Все проходит; но проходящее способно вознаградить паломника за перенесенные страдания. Гете сказал нам: нет надежности, нет безопасности — радуйся же настоящему, человече! — но человек не радуется; он отвергает и красоту, и радость, ибо вдобавок жаждет обладать еще и будущим. Так отвечает Герцен всем тем, кто, подобно Мадзини и Ко шуту, социалистам и коммунистам, призывал к неимоверным жертвам и страданиям во имя цивилизации, либо равенства, либо справедливости, либо человеколюбия — коль скоро не в настоящем, то в грядущем. Но это идеализм, или «метафизический» дуализм — светская, безбожная эсхатология.
Цель жизни — сама жизнь, цель борьбы за свободу — свобода теперь и здесь, для ныне здравствующих людей, причем каждый имеет собственные цели, ради коих движется, и сражается, и страдает; и эти собственные цели священны для каждого; сокрушать собственную свободу, отрекаться от своих упований, отказываться от своих целей во имя некоего расплывчато обозначенного и смутно различимого светлого будущего — глупость, ибо упомянутое будущее всегда ненадежно, всегда жестоко, всегда оскверняет единственные нам известные моральные ценности, попирает и топчет настоящие людские нужды и жизни, — а во имя чего? Ради свободы, счастья, справедливости — фанатических обобщений, загадочных звуков, отвлеченных понятий. А чего ради стоит добиваться личной свободы? Лишь ради нее самой, а не потому, что народное большинство желает себе свободы. Большинство людей вообще свободы не ищет — вопреки знаменитому восклицанию Руссо: дескать, все люди рождаются свободными; это, замечает Герцен (эхом отзываясь Жозефу де Местру), все едино, что заявить: «Рыбы рождаются для полета — но повсюду только плавают».

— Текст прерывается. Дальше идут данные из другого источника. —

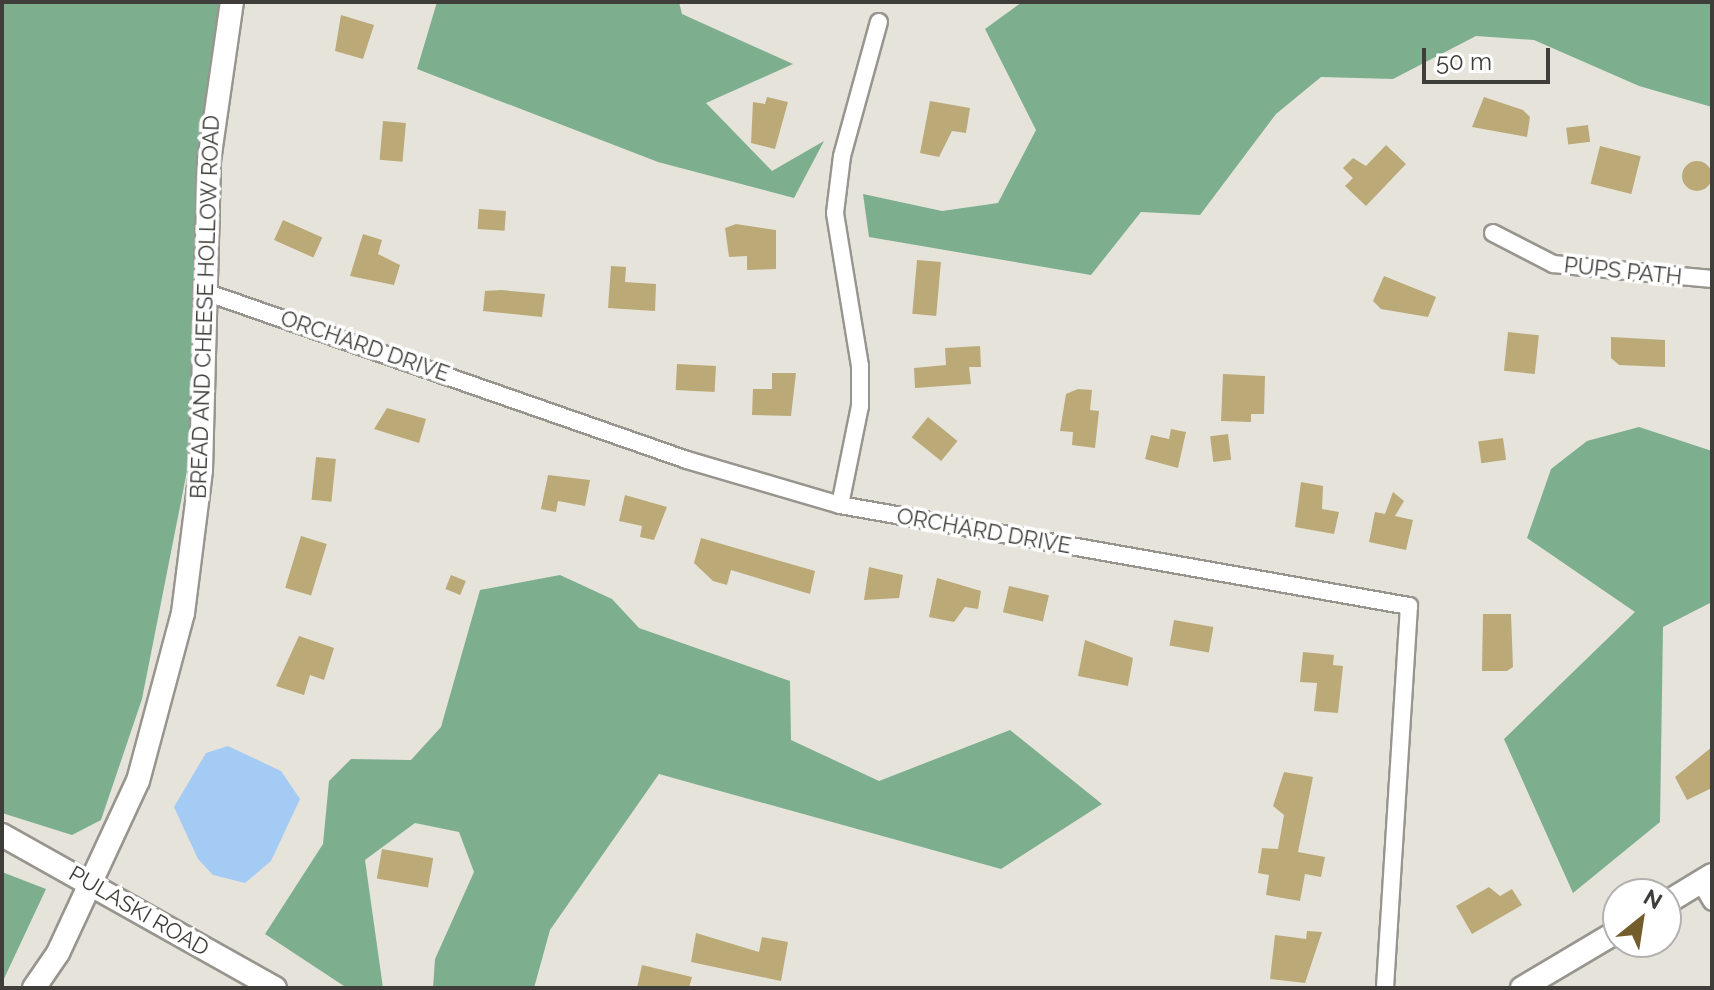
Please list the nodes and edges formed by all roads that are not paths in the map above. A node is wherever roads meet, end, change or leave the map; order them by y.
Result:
1 (232, 2) edge
2 (879, 22) dead end
3 (1493, 233) dead end
4 (1712, 279) edge
5 (208, 293) junction
6 (840, 505) junction
7 (2, 835) edge
8 (1706, 879) edge
9 (90, 884) junction
10 (1682, 893) edge
11 (1712, 902) edge
12 (1602, 940) edge
13 (34, 988) edge
14 (275, 988) edge
15 (1385, 988) edge
16 (1522, 988) edge

1 - 5 main road, BREAD AND CHEESE HOLLOW ROAD
2 - 6 street
3 - 4 street, PUPS PATH
5 - 6 street, ORCHARD DRIVE
5 - 9 main road, BREAD AND CHEESE HOLLOW ROAD
6 - 15 street, ORCHARD DRIVE
7 - 9 main road, PULASKI ROAD
8 - 10 main road
8 - 11 street
9 - 13 main road, BREAD AND CHEESE HOLLOW ROAD
9 - 14 main road, PULASKI ROAD
12 - 16 main road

Прекраснодушные рыбьи заступники могут из кожи вон лезть, доказывая: рыбам самой природой «предначертано» летать — и все же, это неправда. А люди, как правило, не любят своих освободителей; им куда милее двигаться по старой, предками проложенной колее, сгибаясь под издавна привычным ярмом, нежели подвергаться огромному риску, создавая новую жизнь. Они даже согласны (это Герцен твердит и там и сям) платить самую чудовищную дань существующему ныне обществу, бормоча: «что ни говори, а все-таки современная жизнь получше феодализма и варварства». «Народам» никакой свободы не требуется; она желанна лишь отдельным цивилизованным личностям, ибо стремление к свободе неразрывно связано с цивилизацией.

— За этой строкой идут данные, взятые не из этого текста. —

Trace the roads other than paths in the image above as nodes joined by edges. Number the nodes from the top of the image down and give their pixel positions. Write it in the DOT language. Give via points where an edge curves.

Ценность свободы, равно как и ценность цивилизации либо просвещения — и ведь ни то, ни другое, ни третье не «естественно», а вдобавок, ни того, ни другого, ни третьего не добьешься без великих усилий, — заключается в одном факте: без свободы личность не может существовать согласно своим склонностям, применяя и развивая свои дарования, — не может жить, совершать поступки, наслаждаться, творить на бесконечно разнообразные лады, предлагаемые историей в каждый миг ее течения — миг, непостижимо отличающийся от любого иного исторического мгновения, и начисто с ними несопоставимый. Человек «не хочет быть ни пассивным могильщиком прошлого, ни бессознательным акушером будущего»[137]. Человеку хочется жить текущим днем. А нравственность его — не производное от исторических законов (коих не существует) или от объективных целей общечеловеческого прогресса (коих тоже не существует — они меняются по мере того, как меняются обстоятельства и личности). Нравственные цели требуются человеку ради них самих. «Действительно, свободный человек
Подобное осуждение общепринятых предписаний нравственности — безо всякого намека на байронические либо ницшеанские преувеличения — звучало в девятнадцатом столетии не часто; а в полный голос прогремело только в первой трети века двадцатого. Герцен крушит направо и налево: и романтических историков и гегельянцев; и, в некоторой степени, Канта; крушит и утилитариста и сверхчеловека; и Толстого и людей, обожествляющих искусство; и «научную» этику и все церкви до единой; это осуждение — и эмпирическое и натуралистическое одновременно — признает абсолютные ценности наравне и переменяющимися; не смущают Герцена ни эволюционная теория, ни социализм. И самобытно это осуждение до степени ошеломительной.
Уж если осуждать существующие политические партии, объявляет Герцен, то никак не за их неспособность удовлетворить устремлениям большинства, поскольку большинство, в любом случае, предпочитает воле — рабство, а освобождение людей, внутренне остающихся рабами, неизменно чревато варварством и анархией: «недостаточно разобрать по камешку Бастилью, чтоб сделать колодников свободными людьми»[139]. «Роковая ошибка их [французских радикалов 1848 года] состоит в том, что <... > они бросились освобождать людей прежде, нежели сами освободились <... > Они хотят, не меняя [тюремных] стен, дать им иное назначение, как будто план острога может годиться для свободной жизни»2
.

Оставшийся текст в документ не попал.